Set the listing down again in full, word for word, with the pictures left out.

Dataset records:

↓

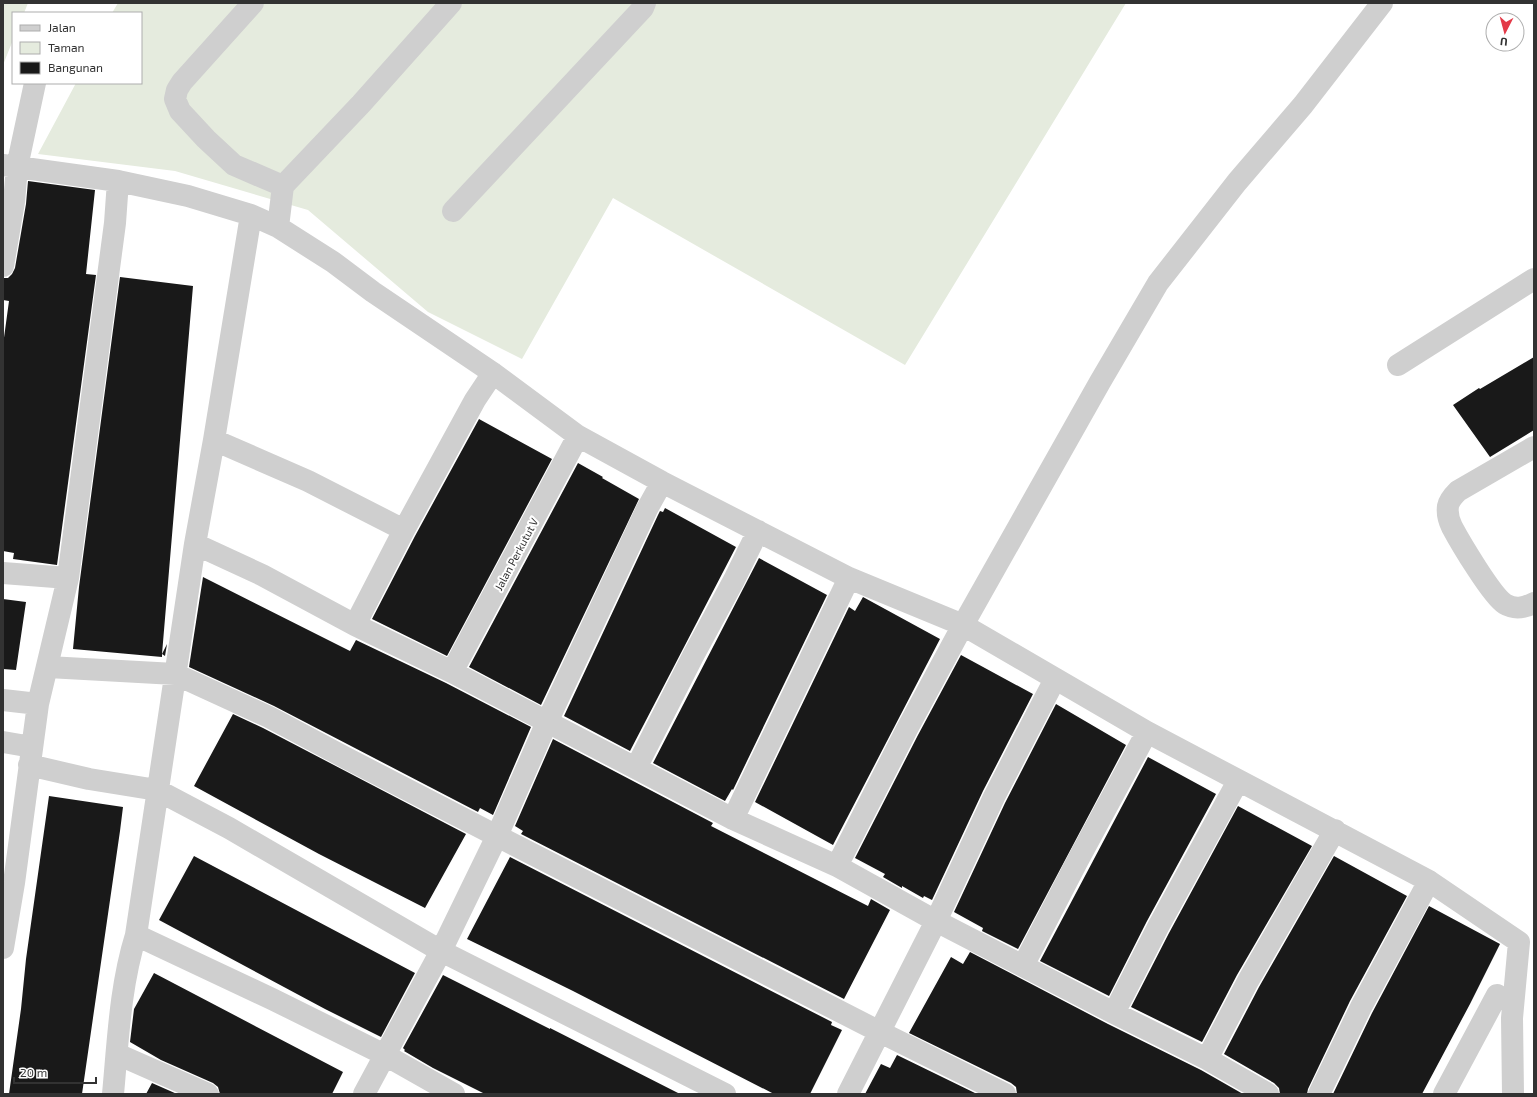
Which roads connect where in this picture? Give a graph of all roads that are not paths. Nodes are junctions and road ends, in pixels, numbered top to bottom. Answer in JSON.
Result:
{"nodes":[{"id":1,"x":253,"y":3,"type":"edge"},
{"id":2,"x":451,"y":3,"type":"edge"},
{"id":3,"x":645,"y":3,"type":"edge"},
{"id":4,"x":1382,"y":3,"type":"edge"},
{"id":5,"x":35,"y":84,"type":"edge"},
{"id":6,"x":10,"y":166,"type":"edge"},
{"id":7,"x":118,"y":181,"type":"junction"},
{"id":8,"x":283,"y":186,"type":"junction"},
{"id":9,"x":453,"y":211,"type":"dead end"},
{"id":10,"x":251,"y":215,"type":"junction"},
{"id":11,"x":278,"y":227,"type":"junction"},
{"id":12,"x":3,"y":266,"type":"edge"},
{"id":13,"x":1534,"y":279,"type":"edge"},
{"id":14,"x":1398,"y":365,"type":"dead end"},
{"id":15,"x":493,"y":374,"type":"junction"},
{"id":16,"x":578,"y":436,"type":"junction"},
{"id":17,"x":214,"y":440,"type":"junction"},
{"id":18,"x":1534,"y":447,"type":"edge"},
{"id":19,"x":662,"y":482,"type":"junction"},
{"id":20,"x":404,"y":530,"type":"junction"},
{"id":21,"x":758,"y":531,"type":"junction"},
{"id":22,"x":195,"y":544,"type":"junction"},
{"id":23,"x":3,"y":572,"type":"edge"},
{"id":24,"x":68,"y":578,"type":"junction"},
{"id":25,"x":849,"y":578,"type":"junction"},
{"id":26,"x":1534,"y":603,"type":"edge"},
{"id":27,"x":354,"y":625,"type":"junction"},
{"id":28,"x":963,"y":625,"type":"junction"},
{"id":29,"x":48,"y":667,"type":"junction"},
{"id":30,"x":452,"y":672,"type":"junction"},
{"id":31,"x":175,"y":674,"type":"junction"},
{"id":32,"x":1056,"y":679,"type":"junction"},
{"id":33,"x":3,"y":700,"type":"edge"},
{"id":34,"x":38,"y":704,"type":"junction"},
{"id":35,"x":547,"y":722,"type":"junction"},
{"id":36,"x":1147,"y":732,"type":"junction"},
{"id":37,"x":3,"y":742,"type":"edge"},
{"id":38,"x":31,"y":756,"type":"junction"},
{"id":39,"x":636,"y":768,"type":"junction"},
{"id":40,"x":1238,"y":781,"type":"junction"},
{"id":41,"x":157,"y":790,"type":"junction"},
{"id":42,"x":733,"y":819,"type":"junction"},
{"id":43,"x":1335,"y":830,"type":"junction"},
{"id":44,"x":497,"y":836,"type":"junction"},
{"id":45,"x":837,"y":866,"type":"junction"},
{"id":46,"x":1429,"y":880,"type":"junction"},
{"id":47,"x":9,"y":882,"type":"edge"},
{"id":48,"x":936,"y":921,"type":"junction"},
{"id":49,"x":136,"y":935,"type":"junction"},
{"id":50,"x":3,"y":948,"type":"edge"},
{"id":51,"x":440,"y":951,"type":"junction"},
{"id":52,"x":1023,"y":966,"type":"junction"},
{"id":53,"x":1497,"y":995,"type":"dead end"},
{"id":54,"x":1114,"y":1013,"type":"junction"},
{"id":55,"x":880,"y":1032,"type":"junction"},
{"id":56,"x":117,"y":1054,"type":"junction"},
{"id":57,"x":385,"y":1055,"type":"junction"},
{"id":58,"x":1207,"y":1060,"type":"junction"},
{"id":59,"x":113,"y":1094,"type":"edge"},
{"id":60,"x":208,"y":1094,"type":"edge"},
{"id":61,"x":364,"y":1094,"type":"edge"},
{"id":62,"x":454,"y":1094,"type":"edge"},
{"id":63,"x":725,"y":1094,"type":"edge"},
{"id":64,"x":848,"y":1094,"type":"edge"},
{"id":65,"x":1005,"y":1094,"type":"edge"},
{"id":66,"x":1268,"y":1094,"type":"edge"},
{"id":67,"x":1319,"y":1094,"type":"edge"},
{"id":68,"x":1444,"y":1094,"type":"edge"},
{"id":69,"x":1513,"y":1094,"type":"edge"}],
"edges":[{"from":1,"to":8,"type":"street"},
{"from":2,"to":8,"type":"street"},
{"from":3,"to":9,"type":"street"},
{"from":4,"to":28,"type":"street"},
{"from":5,"to":6,"type":"street"},
{"from":6,"to":7,"type":"street"},
{"from":6,"to":12,"type":"street"},
{"from":7,"to":10,"type":"street"},
{"from":7,"to":24,"type":"street"},
{"from":8,"to":11,"type":"street"},
{"from":10,"to":11,"type":"street"},
{"from":10,"to":17,"type":"street"},
{"from":11,"to":15,"type":"street"},
{"from":13,"to":14,"type":"street"},
{"from":15,"to":16,"type":"street"},
{"from":15,"to":20,"type":"street"},
{"from":16,"to":19,"type":"street"},
{"from":16,"to":30,"type":"street","name":"Jalan Perkutut V"},
{"from":17,"to":20,"type":"street"},
{"from":17,"to":22,"type":"street"},
{"from":18,"to":26,"type":"street"},
{"from":19,"to":21,"type":"street"},
{"from":19,"to":35,"type":"street"},
{"from":20,"to":27,"type":"street"},
{"from":21,"to":25,"type":"street"},
{"from":21,"to":39,"type":"street"},
{"from":22,"to":27,"type":"street"},
{"from":22,"to":31,"type":"street"},
{"from":23,"to":24,"type":"street"},
{"from":24,"to":29,"type":"street"},
{"from":25,"to":28,"type":"street"},
{"from":25,"to":42,"type":"street"},
{"from":27,"to":30,"type":"street"},
{"from":28,"to":32,"type":"street"},
{"from":28,"to":45,"type":"street"},
{"from":29,"to":31,"type":"street"},
{"from":29,"to":34,"type":"street"},
{"from":30,"to":35,"type":"street"},
{"from":31,"to":41,"type":"street"},
{"from":31,"to":44,"type":"street"},
{"from":32,"to":36,"type":"street"},
{"from":32,"to":48,"type":"street"},
{"from":33,"to":34,"type":"street"},
{"from":34,"to":38,"type":"street"},
{"from":35,"to":39,"type":"street"},
{"from":35,"to":44,"type":"street"},
{"from":36,"to":40,"type":"street"},
{"from":36,"to":52,"type":"street"},
{"from":37,"to":38,"type":"street"},
{"from":38,"to":41,"type":"street"},
{"from":38,"to":47,"type":"street"},
{"from":39,"to":42,"type":"street"},
{"from":40,"to":43,"type":"street"},
{"from":40,"to":54,"type":"street"},
{"from":41,"to":49,"type":"street"},
{"from":41,"to":51,"type":"street"},
{"from":42,"to":45,"type":"street"},
{"from":43,"to":46,"type":"street"},
{"from":43,"to":58,"type":"street"},
{"from":44,"to":51,"type":"street"},
{"from":44,"to":55,"type":"street"},
{"from":45,"to":48,"type":"street"},
{"from":46,"to":67,"type":"street"},
{"from":46,"to":69,"type":"street"},
{"from":47,"to":50,"type":"street"},
{"from":48,"to":52,"type":"street"},
{"from":48,"to":55,"type":"street"},
{"from":49,"to":56,"type":"street"},
{"from":49,"to":57,"type":"street"},
{"from":51,"to":57,"type":"street"},
{"from":51,"to":63,"type":"street"},
{"from":52,"to":54,"type":"street"},
{"from":53,"to":68,"type":"street"},
{"from":54,"to":58,"type":"street"},
{"from":55,"to":64,"type":"street"},
{"from":55,"to":65,"type":"street"},
{"from":56,"to":59,"type":"street"},
{"from":56,"to":60,"type":"street"},
{"from":57,"to":61,"type":"street"},
{"from":57,"to":62,"type":"street"},
{"from":58,"to":66,"type":"street"}]}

↑

Response to this task:
Which roads connect where in this picture? Give a graph of all roads that are not paths. Nodes are junctions and road ends, in pixels, numbered top to bottom. Answer in JSON.
Result:
{"nodes":[{"id":1,"x":253,"y":3,"type":"edge"},
{"id":2,"x":451,"y":3,"type":"edge"},
{"id":3,"x":645,"y":3,"type":"edge"},
{"id":4,"x":1382,"y":3,"type":"edge"},
{"id":5,"x":35,"y":84,"type":"edge"},
{"id":6,"x":10,"y":166,"type":"edge"},
{"id":7,"x":118,"y":181,"type":"junction"},
{"id":8,"x":283,"y":186,"type":"junction"},
{"id":9,"x":453,"y":211,"type":"dead end"},
{"id":10,"x":251,"y":215,"type":"junction"},
{"id":11,"x":278,"y":227,"type":"junction"},
{"id":12,"x":3,"y":266,"type":"edge"},
{"id":13,"x":1534,"y":279,"type":"edge"},
{"id":14,"x":1398,"y":365,"type":"dead end"},
{"id":15,"x":493,"y":374,"type":"junction"},
{"id":16,"x":578,"y":436,"type":"junction"},
{"id":17,"x":214,"y":440,"type":"junction"},
{"id":18,"x":1534,"y":447,"type":"edge"},
{"id":19,"x":662,"y":482,"type":"junction"},
{"id":20,"x":404,"y":530,"type":"junction"},
{"id":21,"x":758,"y":531,"type":"junction"},
{"id":22,"x":195,"y":544,"type":"junction"},
{"id":23,"x":3,"y":572,"type":"edge"},
{"id":24,"x":68,"y":578,"type":"junction"},
{"id":25,"x":849,"y":578,"type":"junction"},
{"id":26,"x":1534,"y":603,"type":"edge"},
{"id":27,"x":354,"y":625,"type":"junction"},
{"id":28,"x":963,"y":625,"type":"junction"},
{"id":29,"x":48,"y":667,"type":"junction"},
{"id":30,"x":452,"y":672,"type":"junction"},
{"id":31,"x":175,"y":674,"type":"junction"},
{"id":32,"x":1056,"y":679,"type":"junction"},
{"id":33,"x":3,"y":700,"type":"edge"},
{"id":34,"x":38,"y":704,"type":"junction"},
{"id":35,"x":547,"y":722,"type":"junction"},
{"id":36,"x":1147,"y":732,"type":"junction"},
{"id":37,"x":3,"y":742,"type":"edge"},
{"id":38,"x":31,"y":756,"type":"junction"},
{"id":39,"x":636,"y":768,"type":"junction"},
{"id":40,"x":1238,"y":781,"type":"junction"},
{"id":41,"x":157,"y":790,"type":"junction"},
{"id":42,"x":733,"y":819,"type":"junction"},
{"id":43,"x":1335,"y":830,"type":"junction"},
{"id":44,"x":497,"y":836,"type":"junction"},
{"id":45,"x":837,"y":866,"type":"junction"},
{"id":46,"x":1429,"y":880,"type":"junction"},
{"id":47,"x":9,"y":882,"type":"edge"},
{"id":48,"x":936,"y":921,"type":"junction"},
{"id":49,"x":136,"y":935,"type":"junction"},
{"id":50,"x":3,"y":948,"type":"edge"},
{"id":51,"x":440,"y":951,"type":"junction"},
{"id":52,"x":1023,"y":966,"type":"junction"},
{"id":53,"x":1497,"y":995,"type":"dead end"},
{"id":54,"x":1114,"y":1013,"type":"junction"},
{"id":55,"x":880,"y":1032,"type":"junction"},
{"id":56,"x":117,"y":1054,"type":"junction"},
{"id":57,"x":385,"y":1055,"type":"junction"},
{"id":58,"x":1207,"y":1060,"type":"junction"},
{"id":59,"x":113,"y":1094,"type":"edge"},
{"id":60,"x":208,"y":1094,"type":"edge"},
{"id":61,"x":364,"y":1094,"type":"edge"},
{"id":62,"x":454,"y":1094,"type":"edge"},
{"id":63,"x":725,"y":1094,"type":"edge"},
{"id":64,"x":848,"y":1094,"type":"edge"},
{"id":65,"x":1005,"y":1094,"type":"edge"},
{"id":66,"x":1268,"y":1094,"type":"edge"},
{"id":67,"x":1319,"y":1094,"type":"edge"},
{"id":68,"x":1444,"y":1094,"type":"edge"},
{"id":69,"x":1513,"y":1094,"type":"edge"}],
"edges":[{"from":1,"to":8,"type":"street"},
{"from":2,"to":8,"type":"street"},
{"from":3,"to":9,"type":"street"},
{"from":4,"to":28,"type":"street"},
{"from":5,"to":6,"type":"street"},
{"from":6,"to":7,"type":"street"},
{"from":6,"to":12,"type":"street"},
{"from":7,"to":10,"type":"street"},
{"from":7,"to":24,"type":"street"},
{"from":8,"to":11,"type":"street"},
{"from":10,"to":11,"type":"street"},
{"from":10,"to":17,"type":"street"},
{"from":11,"to":15,"type":"street"},
{"from":13,"to":14,"type":"street"},
{"from":15,"to":16,"type":"street"},
{"from":15,"to":20,"type":"street"},
{"from":16,"to":19,"type":"street"},
{"from":16,"to":30,"type":"street","name":"Jalan Perkutut V"},
{"from":17,"to":20,"type":"street"},
{"from":17,"to":22,"type":"street"},
{"from":18,"to":26,"type":"street"},
{"from":19,"to":21,"type":"street"},
{"from":19,"to":35,"type":"street"},
{"from":20,"to":27,"type":"street"},
{"from":21,"to":25,"type":"street"},
{"from":21,"to":39,"type":"street"},
{"from":22,"to":27,"type":"street"},
{"from":22,"to":31,"type":"street"},
{"from":23,"to":24,"type":"street"},
{"from":24,"to":29,"type":"street"},
{"from":25,"to":28,"type":"street"},
{"from":25,"to":42,"type":"street"},
{"from":27,"to":30,"type":"street"},
{"from":28,"to":32,"type":"street"},
{"from":28,"to":45,"type":"street"},
{"from":29,"to":31,"type":"street"},
{"from":29,"to":34,"type":"street"},
{"from":30,"to":35,"type":"street"},
{"from":31,"to":41,"type":"street"},
{"from":31,"to":44,"type":"street"},
{"from":32,"to":36,"type":"street"},
{"from":32,"to":48,"type":"street"},
{"from":33,"to":34,"type":"street"},
{"from":34,"to":38,"type":"street"},
{"from":35,"to":39,"type":"street"},
{"from":35,"to":44,"type":"street"},
{"from":36,"to":40,"type":"street"},
{"from":36,"to":52,"type":"street"},
{"from":37,"to":38,"type":"street"},
{"from":38,"to":41,"type":"street"},
{"from":38,"to":47,"type":"street"},
{"from":39,"to":42,"type":"street"},
{"from":40,"to":43,"type":"street"},
{"from":40,"to":54,"type":"street"},
{"from":41,"to":49,"type":"street"},
{"from":41,"to":51,"type":"street"},
{"from":42,"to":45,"type":"street"},
{"from":43,"to":46,"type":"street"},
{"from":43,"to":58,"type":"street"},
{"from":44,"to":51,"type":"street"},
{"from":44,"to":55,"type":"street"},
{"from":45,"to":48,"type":"street"},
{"from":46,"to":67,"type":"street"},
{"from":46,"to":69,"type":"street"},
{"from":47,"to":50,"type":"street"},
{"from":48,"to":52,"type":"street"},
{"from":48,"to":55,"type":"street"},
{"from":49,"to":56,"type":"street"},
{"from":49,"to":57,"type":"street"},
{"from":51,"to":57,"type":"street"},
{"from":51,"to":63,"type":"street"},
{"from":52,"to":54,"type":"street"},
{"from":53,"to":68,"type":"street"},
{"from":54,"to":58,"type":"street"},
{"from":55,"to":64,"type":"street"},
{"from":55,"to":65,"type":"street"},
{"from":56,"to":59,"type":"street"},
{"from":56,"to":60,"type":"street"},
{"from":57,"to":61,"type":"street"},
{"from":57,"to":62,"type":"street"},
{"from":58,"to":66,"type":"street"}]}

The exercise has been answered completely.